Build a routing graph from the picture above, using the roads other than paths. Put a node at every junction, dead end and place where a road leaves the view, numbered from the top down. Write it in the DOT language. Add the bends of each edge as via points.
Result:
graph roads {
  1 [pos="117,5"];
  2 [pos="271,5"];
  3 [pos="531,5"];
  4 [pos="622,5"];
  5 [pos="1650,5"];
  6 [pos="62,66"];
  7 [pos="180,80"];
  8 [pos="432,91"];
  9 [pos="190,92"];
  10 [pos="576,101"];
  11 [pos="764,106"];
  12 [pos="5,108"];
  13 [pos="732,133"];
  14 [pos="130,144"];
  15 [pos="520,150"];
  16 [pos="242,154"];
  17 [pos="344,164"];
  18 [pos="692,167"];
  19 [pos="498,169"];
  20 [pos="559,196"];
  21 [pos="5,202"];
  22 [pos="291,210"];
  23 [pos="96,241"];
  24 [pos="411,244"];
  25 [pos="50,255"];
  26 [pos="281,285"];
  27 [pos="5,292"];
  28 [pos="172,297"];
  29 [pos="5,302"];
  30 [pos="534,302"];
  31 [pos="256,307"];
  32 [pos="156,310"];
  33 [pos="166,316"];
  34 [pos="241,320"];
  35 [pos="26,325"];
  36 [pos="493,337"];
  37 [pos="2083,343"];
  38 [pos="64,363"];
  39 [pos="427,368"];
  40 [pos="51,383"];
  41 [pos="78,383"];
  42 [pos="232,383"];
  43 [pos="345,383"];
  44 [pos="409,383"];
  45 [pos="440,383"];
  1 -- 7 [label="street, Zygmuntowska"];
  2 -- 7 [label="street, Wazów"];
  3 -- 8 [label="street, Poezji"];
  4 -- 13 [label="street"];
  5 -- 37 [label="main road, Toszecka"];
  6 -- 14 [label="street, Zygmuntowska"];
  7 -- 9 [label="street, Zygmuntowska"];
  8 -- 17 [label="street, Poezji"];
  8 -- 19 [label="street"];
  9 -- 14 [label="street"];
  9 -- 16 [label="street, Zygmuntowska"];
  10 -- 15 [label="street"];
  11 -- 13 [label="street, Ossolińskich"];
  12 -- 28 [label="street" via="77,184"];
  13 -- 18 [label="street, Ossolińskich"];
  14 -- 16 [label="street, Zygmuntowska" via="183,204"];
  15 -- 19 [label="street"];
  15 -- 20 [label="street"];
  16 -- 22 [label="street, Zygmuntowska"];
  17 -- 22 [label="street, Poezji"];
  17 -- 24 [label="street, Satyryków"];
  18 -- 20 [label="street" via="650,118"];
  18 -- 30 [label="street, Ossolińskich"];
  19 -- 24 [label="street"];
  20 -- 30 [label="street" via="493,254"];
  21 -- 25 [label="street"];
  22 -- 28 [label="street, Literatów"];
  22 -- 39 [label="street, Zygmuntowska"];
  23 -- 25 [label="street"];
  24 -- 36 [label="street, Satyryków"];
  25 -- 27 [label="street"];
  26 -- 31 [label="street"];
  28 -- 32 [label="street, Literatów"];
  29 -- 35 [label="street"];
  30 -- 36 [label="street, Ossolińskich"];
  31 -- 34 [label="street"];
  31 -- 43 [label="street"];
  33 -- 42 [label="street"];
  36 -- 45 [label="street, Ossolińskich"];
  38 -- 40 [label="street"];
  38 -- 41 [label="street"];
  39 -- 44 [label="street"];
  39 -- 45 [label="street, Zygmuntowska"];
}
++++
What is needed is a word-for-word copy of all the entries.

Build a routing graph from the picture above, using the roads other than paths. Put a node at every junction, dead end and place where a road leaves the view, numbered from the top down. Write it in the DOT language. Add the bends of each edge as via points.
Result:
graph roads {
  1 [pos="117,5"];
  2 [pos="271,5"];
  3 [pos="531,5"];
  4 [pos="622,5"];
  5 [pos="1650,5"];
  6 [pos="62,66"];
  7 [pos="180,80"];
  8 [pos="432,91"];
  9 [pos="190,92"];
  10 [pos="576,101"];
  11 [pos="764,106"];
  12 [pos="5,108"];
  13 [pos="732,133"];
  14 [pos="130,144"];
  15 [pos="520,150"];
  16 [pos="242,154"];
  17 [pos="344,164"];
  18 [pos="692,167"];
  19 [pos="498,169"];
  20 [pos="559,196"];
  21 [pos="5,202"];
  22 [pos="291,210"];
  23 [pos="96,241"];
  24 [pos="411,244"];
  25 [pos="50,255"];
  26 [pos="281,285"];
  27 [pos="5,292"];
  28 [pos="172,297"];
  29 [pos="5,302"];
  30 [pos="534,302"];
  31 [pos="256,307"];
  32 [pos="156,310"];
  33 [pos="166,316"];
  34 [pos="241,320"];
  35 [pos="26,325"];
  36 [pos="493,337"];
  37 [pos="2083,343"];
  38 [pos="64,363"];
  39 [pos="427,368"];
  40 [pos="51,383"];
  41 [pos="78,383"];
  42 [pos="232,383"];
  43 [pos="345,383"];
  44 [pos="409,383"];
  45 [pos="440,383"];
  1 -- 7 [label="street, Zygmuntowska"];
  2 -- 7 [label="street, Wazów"];
  3 -- 8 [label="street, Poezji"];
  4 -- 13 [label="street"];
  5 -- 37 [label="main road, Toszecka"];
  6 -- 14 [label="street, Zygmuntowska"];
  7 -- 9 [label="street, Zygmuntowska"];
  8 -- 17 [label="street, Poezji"];
  8 -- 19 [label="street"];
  9 -- 14 [label="street"];
  9 -- 16 [label="street, Zygmuntowska"];
  10 -- 15 [label="street"];
  11 -- 13 [label="street, Ossolińskich"];
  12 -- 28 [label="street" via="77,184"];
  13 -- 18 [label="street, Ossolińskich"];
  14 -- 16 [label="street, Zygmuntowska" via="183,204"];
  15 -- 19 [label="street"];
  15 -- 20 [label="street"];
  16 -- 22 [label="street, Zygmuntowska"];
  17 -- 22 [label="street, Poezji"];
  17 -- 24 [label="street, Satyryków"];
  18 -- 20 [label="street" via="650,118"];
  18 -- 30 [label="street, Ossolińskich"];
  19 -- 24 [label="street"];
  20 -- 30 [label="street" via="493,254"];
  21 -- 25 [label="street"];
  22 -- 28 [label="street, Literatów"];
  22 -- 39 [label="street, Zygmuntowska"];
  23 -- 25 [label="street"];
  24 -- 36 [label="street, Satyryków"];
  25 -- 27 [label="street"];
  26 -- 31 [label="street"];
  28 -- 32 [label="street, Literatów"];
  29 -- 35 [label="street"];
  30 -- 36 [label="street, Ossolińskich"];
  31 -- 34 [label="street"];
  31 -- 43 [label="street"];
  33 -- 42 [label="street"];
  36 -- 45 [label="street, Ossolińskich"];
  38 -- 40 [label="street"];
  38 -- 41 [label="street"];
  39 -- 44 [label="street"];
  39 -- 45 [label="street, Zygmuntowska"];
}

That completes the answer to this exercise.